» **RECORDS TO USE**:
- - -

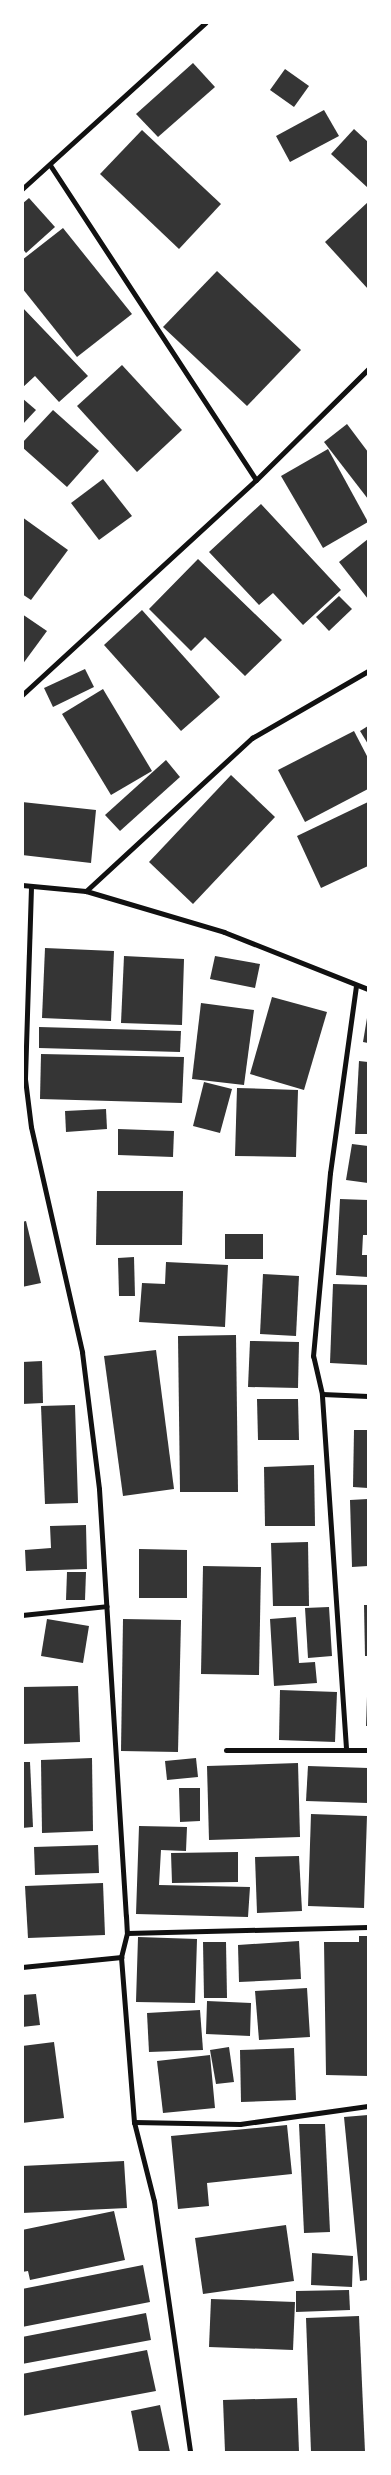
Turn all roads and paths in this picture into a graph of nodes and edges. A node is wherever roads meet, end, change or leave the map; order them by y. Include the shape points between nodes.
1 (206, 22) edge
2 (50, 165) junction
3 (22, 190) edge
4 (368, 369) edge
5 (256, 480) junction
6 (368, 670) edge
7 (22, 695) edge
8 (22, 885) edge
9 (31, 887) junction
10 (86, 891) junction
11 (356, 986) junction
12 (368, 989) edge
13 (322, 1394) junction
14 (368, 1396) edge
15 (106, 1606) junction
16 (22, 1615) edge
17 (346, 1748) junction
18 (226, 1750) dead end
19 (368, 1750) edge
20 (368, 1927) edge
21 (127, 1933) junction
22 (121, 1956) junction
23 (22, 1967) edge
24 (368, 2106) edge
25 (134, 2122) junction
26 (190, 2452) edge

1 - 2 street
2 - 3 street
2 - 5 street
4 - 5 street
5 - 7 street
6 - 10 street via 252,738
8 - 9 street
9 - 10 street
9 - 15 street via 25,1079 32,1136 82,1352 99,1489
10 - 11 street via 224,932
11 - 12 street
11 - 13 street via 330,1173 313,1356
13 - 14 street
13 - 17 street
15 - 16 street
15 - 21 street
17 - 18 street
17 - 19 street
20 - 21 street
21 - 22 street
22 - 23 street
22 - 25 street
24 - 25 street via 240,2124
25 - 26 street via 154,2201

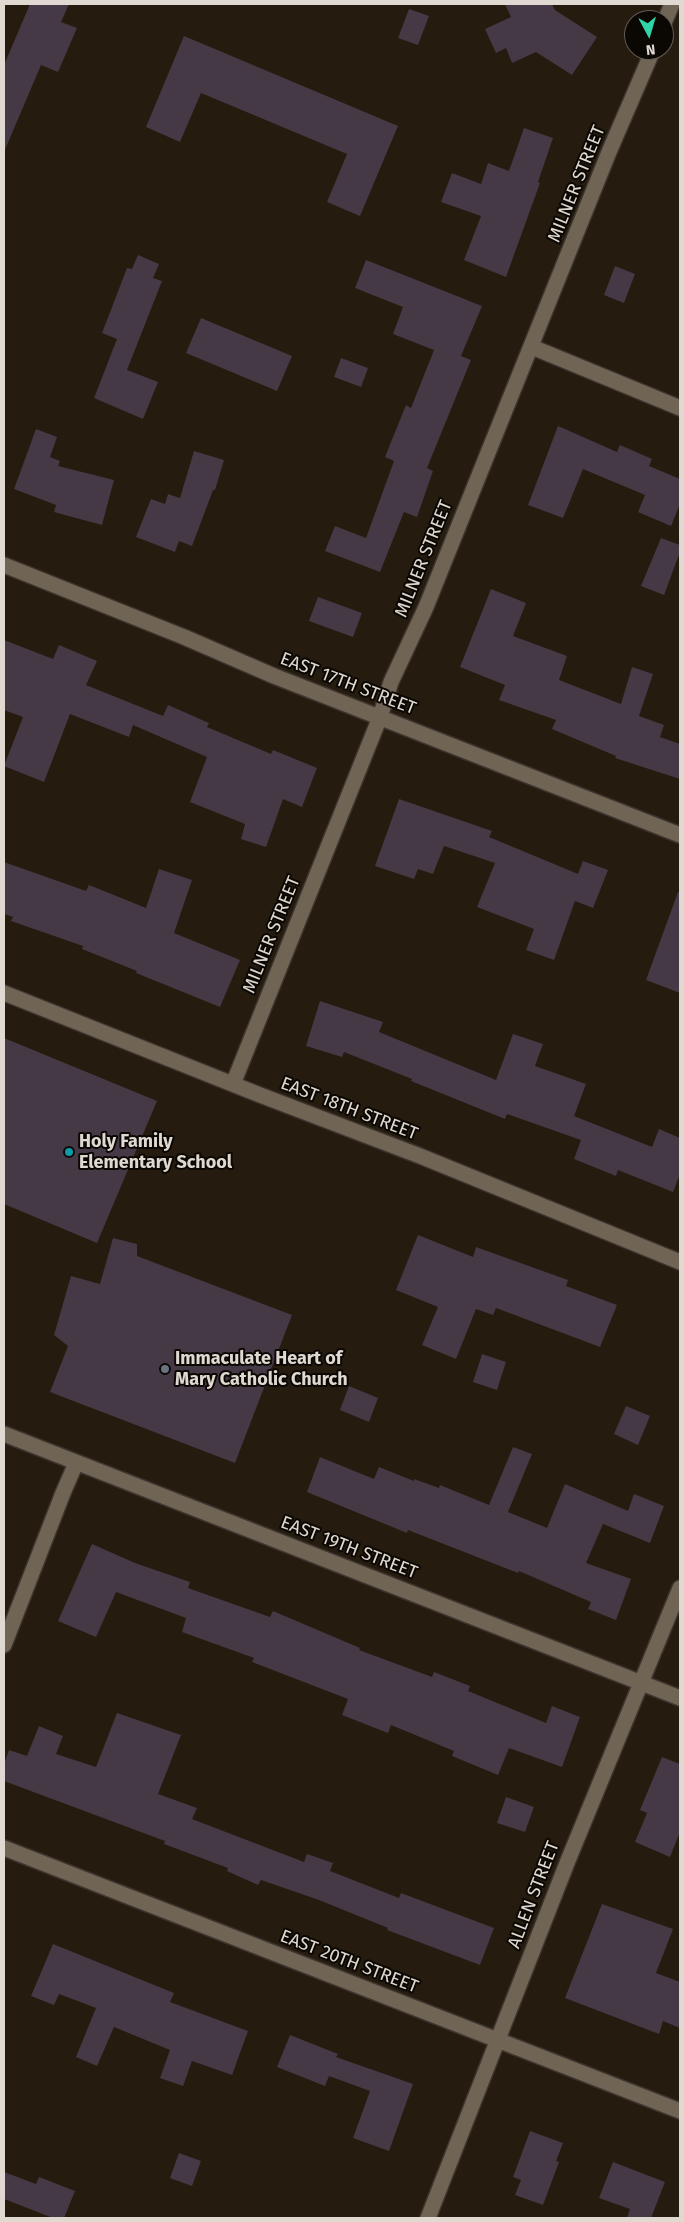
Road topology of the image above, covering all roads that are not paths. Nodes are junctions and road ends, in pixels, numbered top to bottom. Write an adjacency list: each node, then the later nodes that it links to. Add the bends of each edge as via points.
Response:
1 (649, 60): 2 (street, MILNER STREET)
2 (532, 347): 3 (street); 5 (street, MILNER STREET, via 426,607 391,682)
3 (680, 408)
4 (4, 565): 5 (street, EAST 17TH STREET)
5 (380, 717): 6 (street, EAST 17TH STREET); 8 (street, MILNER STREET)
6 (680, 835)
7 (4, 993): 8 (street, EAST 18TH STREET)
8 (233, 1084): 9 (street, EAST 18TH STREET)
9 (680, 1262)
10 (4, 1434): 11 (street, EAST 19TH STREET)
11 (76, 1463): 13 (street); 14 (street, EAST 19TH STREET)
12 (680, 1588): 14 (street, ALLEN STREET)
13 (4, 1645)
14 (642, 1683): 15 (street, EAST 19TH STREET); 17 (street, ALLEN STREET, via 566,1863)
15 (680, 1698)
16 (4, 1848): 17 (street, EAST 20TH STREET)
17 (498, 2041): 18 (street, EAST 20TH STREET); 19 (street, ALLEN STREET)
18 (680, 2111)
19 (428, 2218)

- - -

» **WORK TASK**: No pictures should appear; only the lines from the first line of the records through the line with "Road topology of", both included, are to be restated word for word.

» **TASK OUTPUT**:
Turn all roads and paths in this picture into a graph of nodes and edges. A node is wherever roads meet, end, change or leave the map; order them by y. Include the shape points between nodes.
1 (206, 22) edge
2 (50, 165) junction
3 (22, 190) edge
4 (368, 369) edge
5 (256, 480) junction
6 (368, 670) edge
7 (22, 695) edge
8 (22, 885) edge
9 (31, 887) junction
10 (86, 891) junction
11 (356, 986) junction
12 (368, 989) edge
13 (322, 1394) junction
14 (368, 1396) edge
15 (106, 1606) junction
16 (22, 1615) edge
17 (346, 1748) junction
18 (226, 1750) dead end
19 (368, 1750) edge
20 (368, 1927) edge
21 (127, 1933) junction
22 (121, 1956) junction
23 (22, 1967) edge
24 (368, 2106) edge
25 (134, 2122) junction
26 (190, 2452) edge

1 - 2 street
2 - 3 street
2 - 5 street
4 - 5 street
5 - 7 street
6 - 10 street via 252,738
8 - 9 street
9 - 10 street
9 - 15 street via 25,1079 32,1136 82,1352 99,1489
10 - 11 street via 224,932
11 - 12 street
11 - 13 street via 330,1173 313,1356
13 - 14 street
13 - 17 street
15 - 16 street
15 - 21 street
17 - 18 street
17 - 19 street
20 - 21 street
21 - 22 street
22 - 23 street
22 - 25 street
24 - 25 street via 240,2124
25 - 26 street via 154,2201

Road topology of the image above, covering all roads that are not paths. Nodes are junctions and road ends, in pixels, numbered top to bottom. Write an adjacency list: each node, then the later nodes that it links to. Add the bends of each edge as via points.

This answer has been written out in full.